NAUGATUCK — It is no small task for Burgess Robert Neth Sr. to juggle co-owning a business, running a youth baseball league, coaching a baseball team, being an elected official, and his personal life.
“I’m always going to work. I’m not the kind guy that sits around,” Neth said.
Voters elected Neth, a 61-year-old Republican, to his 12th straight term in November, making him the longest sitting burgess on the Board of Mayor and Burgesses. Neth received the second most votes among burgess candidates to earn the second deputy mayor role. He takes the title of longest sitting burgess from Democrat Robert Burns, who served on the board from 1973 until this year when he didn’t run for re-election.
“I guess it’s an honor, quite honestly, that I’ve survived. I’ve actually worked much harder this year, going door to door. To me, if you work hard, you should be entitled to something, a vote,” Neth said. “I think this year is the hardest I’ve worked in a long time, I want to say probably since around early 2000s.”

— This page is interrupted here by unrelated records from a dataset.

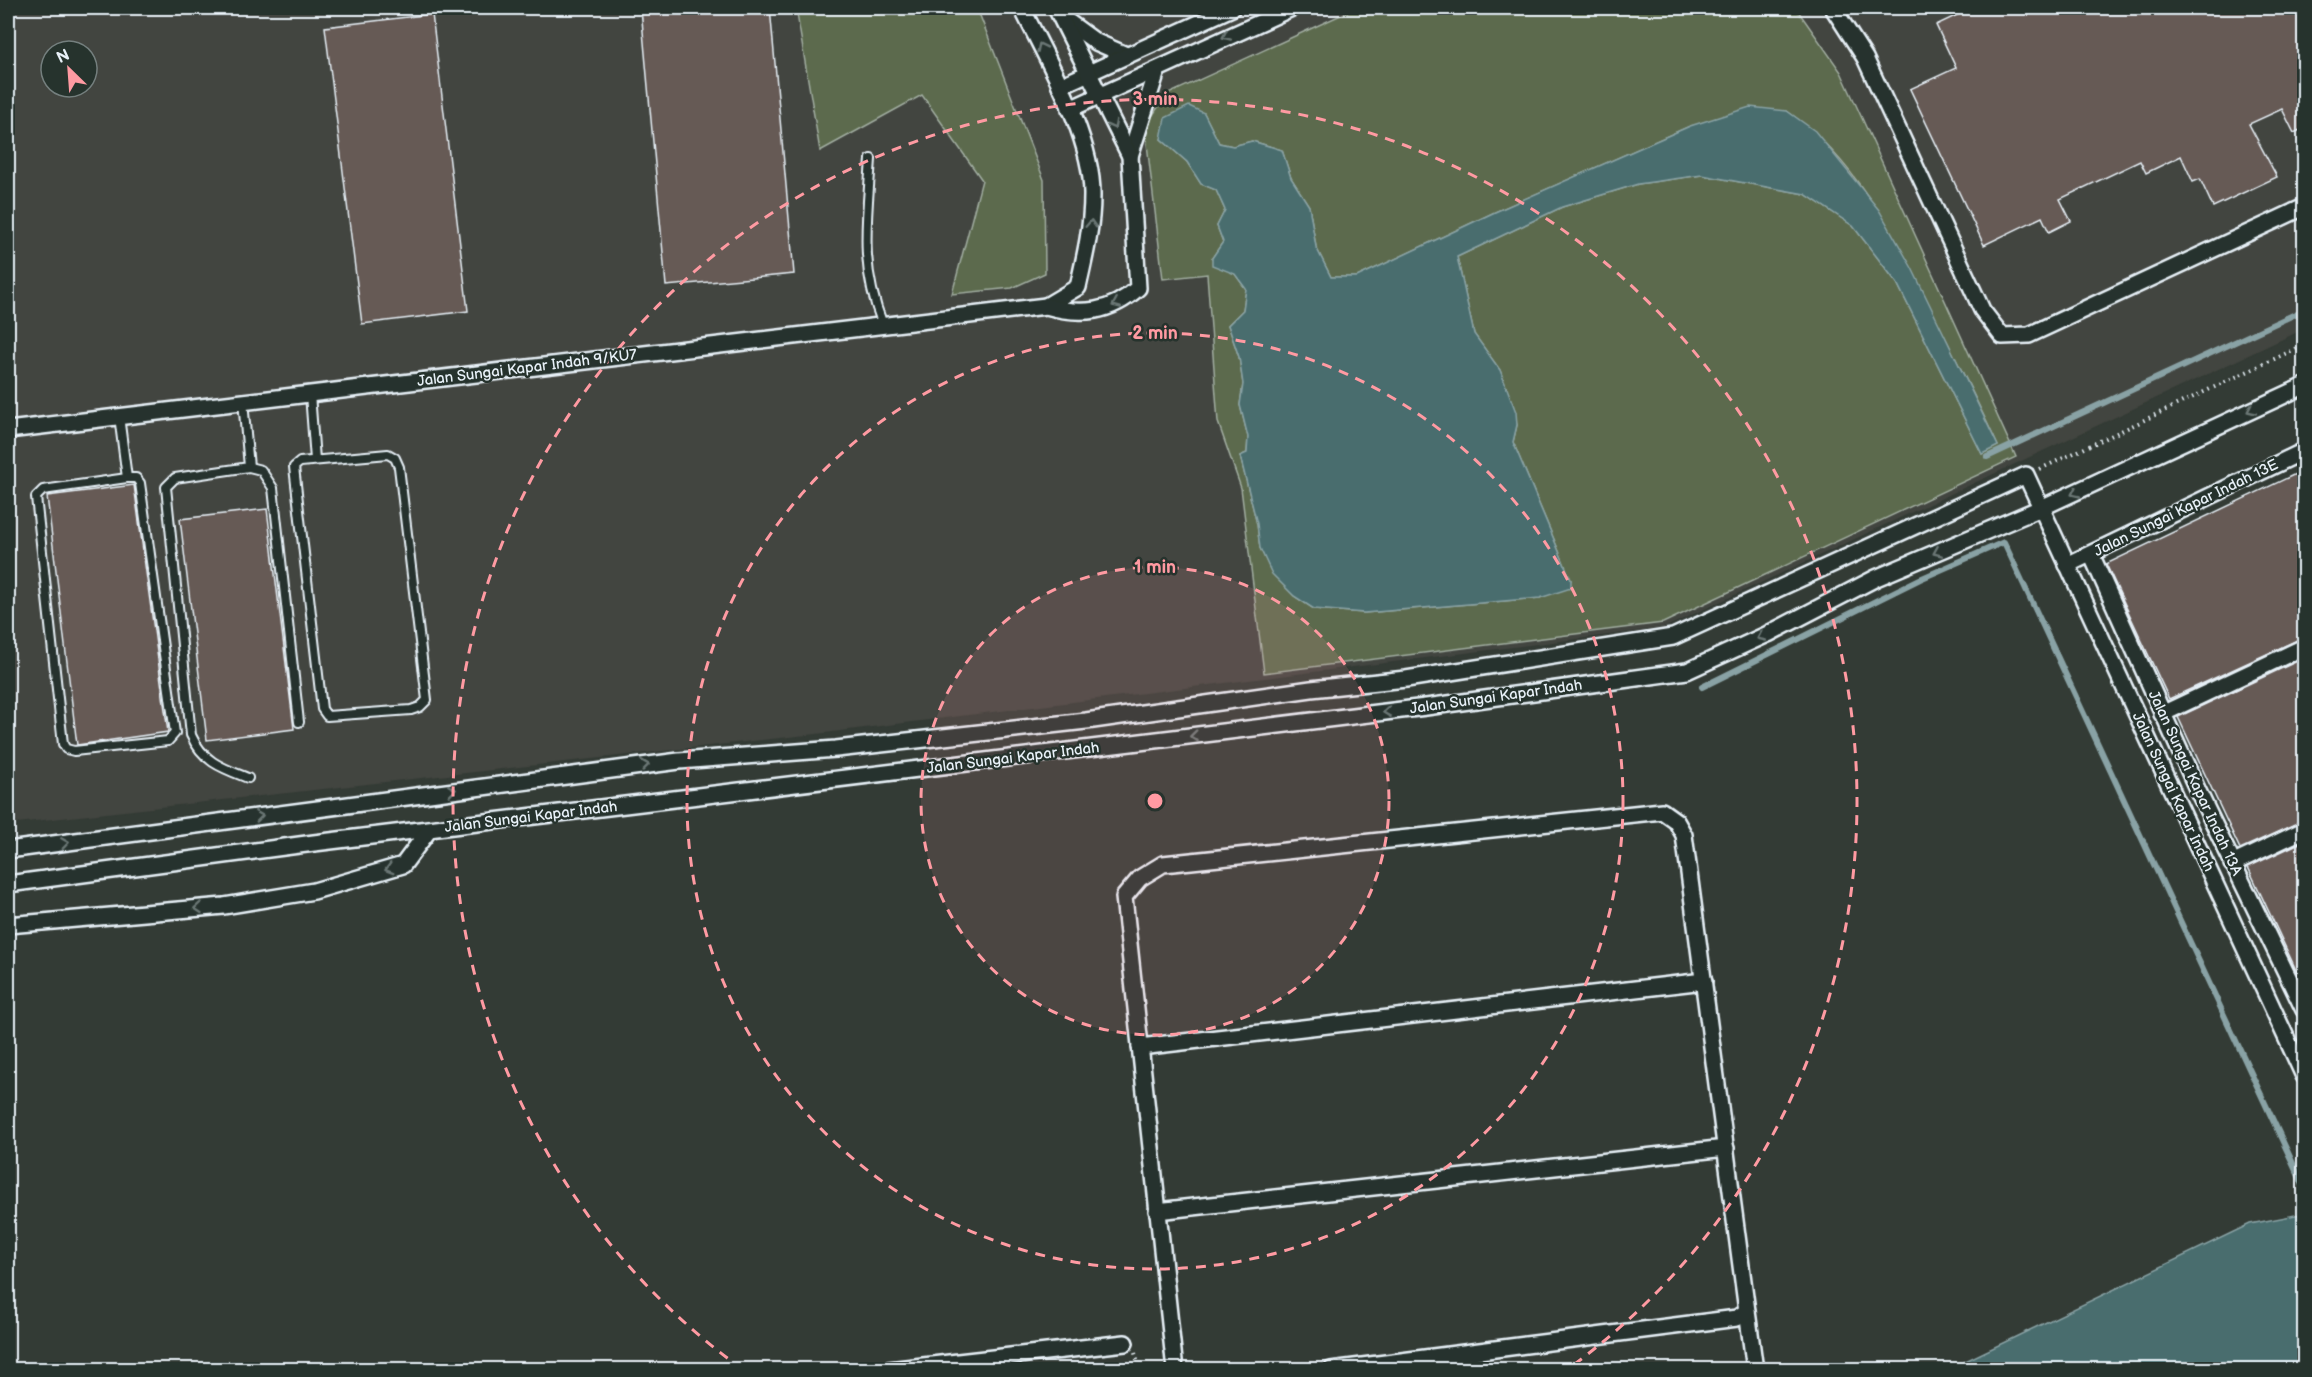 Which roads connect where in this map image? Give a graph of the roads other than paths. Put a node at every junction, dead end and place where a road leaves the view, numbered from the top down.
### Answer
1 (1022, 8) edge
2 (1232, 8) edge
3 (1292, 8) edge
4 (1833, 8) edge
5 (1058, 12) edge
6 (1132, 52) junction
7 (1157, 70) junction
8 (1088, 72) junction
9 (1060, 86) junction
10 (1099, 97) junction
11 (1070, 109) junction
12 (1130, 156) junction
13 (871, 159) dead end
14 (2304, 207) edge
15 (1046, 306) junction
16 (879, 314) junction
17 (2304, 386) edge
18 (310, 394) junction
19 (243, 402) junction
20 (120, 416) junction
21 (8, 430) edge
22 (2304, 451) edge
23 (315, 460) junction
24 (249, 467) junction
25 (127, 478) junction
26 (2041, 508) junction
27 (2091, 554) junction
28 (2067, 565) junction
29 (2304, 647) edge
30 (2162, 714) junction
31 (299, 722) dead end
32 (248, 778) dead end
33 (429, 830) junction
34 (2304, 830) edge
35 (8, 850) edge
36 (2232, 864) junction
37 (8, 884) edge
38 (8, 925) edge
39 (1704, 981) junction
40 (2304, 1010) edge
41 (1140, 1047) junction
42 (2304, 1076) edge
43 (1726, 1148) junction
44 (1157, 1211) junction
45 (1747, 1311) junction
46 (1125, 1343) dead end
47 (888, 1370) edge
48 (1175, 1370) edge
49 (1331, 1370) edge
50 (1755, 1370) edge

9 -> 1 street
2 - 6 street
3 -> 7 street
4 - 14 street
5 - 6 street
5 - 8 street
6 - 8 street
7 - 10 street
7 - 12 street
8 - 9 street
8 - 10 street
9 - 11 street
10 - 11 street
10 -> 12 street
15 -> 11 street
12 -> 15 street
13 - 16 lane
15 - 16 street, Jalan Sungai Kapar Indah 9/KU7
16 - 18 street, Jalan Sungai Kapar Indah 9/KU7
17 -> 26 street
18 - 19 street, Jalan Sungai Kapar Indah 9/KU7
18 - 23 lane
19 - 20 street, Jalan Sungai Kapar Indah 9/KU7
19 - 24 lane
20 - 21 street, Jalan Sungai Kapar Indah 9/KU7
20 - 25 lane
22 - 27 street, Jalan Sungai Kapar Indah 13E
23 - 23 lane
24 - 31 lane
24 - 32 lane
25 - 25 lane
26 - 28 street, Jalan Sungai Kapar Indah
26 -> 33 street, Jalan Sungai Kapar Indah
35 -> 26 street, Jalan Sungai Kapar Indah
27 - 28 street, Jalan Sungai Kapar Indah 13E
27 - 30 street, Jalan Sungai Kapar Indah 13A
28 - 42 street, Jalan Sungai Kapar Indah
29 - 30 street
30 - 36 street, Jalan Sungai Kapar Indah 13A
33 - 37 street, Jalan Sungai Kapar Indah
33 -> 38 street
34 - 36 street
36 - 40 street, Jalan Sungai Kapar Indah 13A
39 - 41 street
39 - 41 street
39 - 43 street
41 - 44 street
43 - 44 street
43 - 45 street
44 - 48 street
45 - 49 street
45 - 50 street
46 - 47 street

Neth was born in Bristol. He grew up in Thomaston, where he lived for most of his life until he moved to Naugatuck in 1982, and graduated from Thomaston High School in 1976. He attended Waterbury State Technical School for two years after high school.
Neth and his wife, Joan D. Neth, have been married for 39 years and raised their three children, Robert Jr., Rebecca and Kimberly, in Naugatuck.
“I’ve lived a pretty good life. I’m pretty fortunate. I’ve a great family, my wife, my kids, my in-laws,” Neth said. “It’s gratifying to come here (Naugatuck Town Hall) once, two, three times a month and be part of the good people that participate.”
Neth’s political career began with the encouragement of a couple of former local politicians — Ron San Angelo, a former mayor and burgess, and the late Kevin DelGobbo, a former state representative.
“Those guys actually, I think, got me started because they were highly involved in the political scene. I would say those guys are the ones that jumpstarted me to focus and get interested in it,” Neth said.
Neth was appointed to the Board of Finance in 1989 and served four terms on the board, including three as chairman.
“I’ve always loved math; that was like my top thing. The finance board is a very interesting area to start,” Neth said. “You get to know how every department runs, how it functions, the money involved with each department. So that was intriguing to me.”
In 1997, Neth ran for burgess and was elected to the ninth and last seat on the board. Over the years, he’s served on 31 subcommittees, as well.
“If you work hard, good things will come,” Neth said. “That’s why subcommittees are a gratification for me because I think I’m doing something good for the taxpayers of the borough.”
Neth is just as active in his personal life. He is part owner and vice president of Connecticut Signcraft Inc., a Naugatuck company that designs and manufactures signs. Neth’s brother-in-law, David Dunn, is the majority owner and president of the company.
Neth also runs the Housatonic Valley Senior Babe Ruth baseball league, a summer league for players ages 15 to 19. He’s run the league for 23 years and also coaches the Naugatuck team.
“If I don’t do it, there will be nobody to do it,” Neth said. “That means that there are 20 kids that are not going to have that ability to play in the summer. I do it because of that.”
Neth makes it work when it comes to juggling all of his responsibilities.
As for his political ones, he said he’s humbled to have the opportunity to serve the borough.
“I’m not in it for any glory. That’s not me. I’m not the guy that’s going out to every function and get my picture taken,” Neth said. “I’m happy to do what I’m doing. I believe that everything I do is a benefit to the borough of Naugatuck.”
Neth feels the key to bettering the borough is unity, and his experience over the past 30 years has helped shape a nonpartisan political outlook.
“My view is, we’re not Republicans and Democrats to me. I’m not a big party guy, that’s just my opinion,” Neth said. “There are people that are crazy about party, but in a town like this Democrats and Republicans don’t work.”
During his time as chairman of the finance board, Neth said he didn’t know who was a Republican or Democrat.
“When you have very good people that all have different perspectives and opinions, you have a very good board,” Neth said. “When you turn a board into politics, that’s when it starts to get a little negative.”
Neth said it’s tough to know what his political future will hold, but he sees the positions he’s held as stepping stones.
“Of course now the next level of burgesses is mayor,” he said. “That’s something that I would consider in the future because I think it’s a unique position. I think it’s a challenging position and I think that if you do your steps the right way you can transition to it in a positive way.”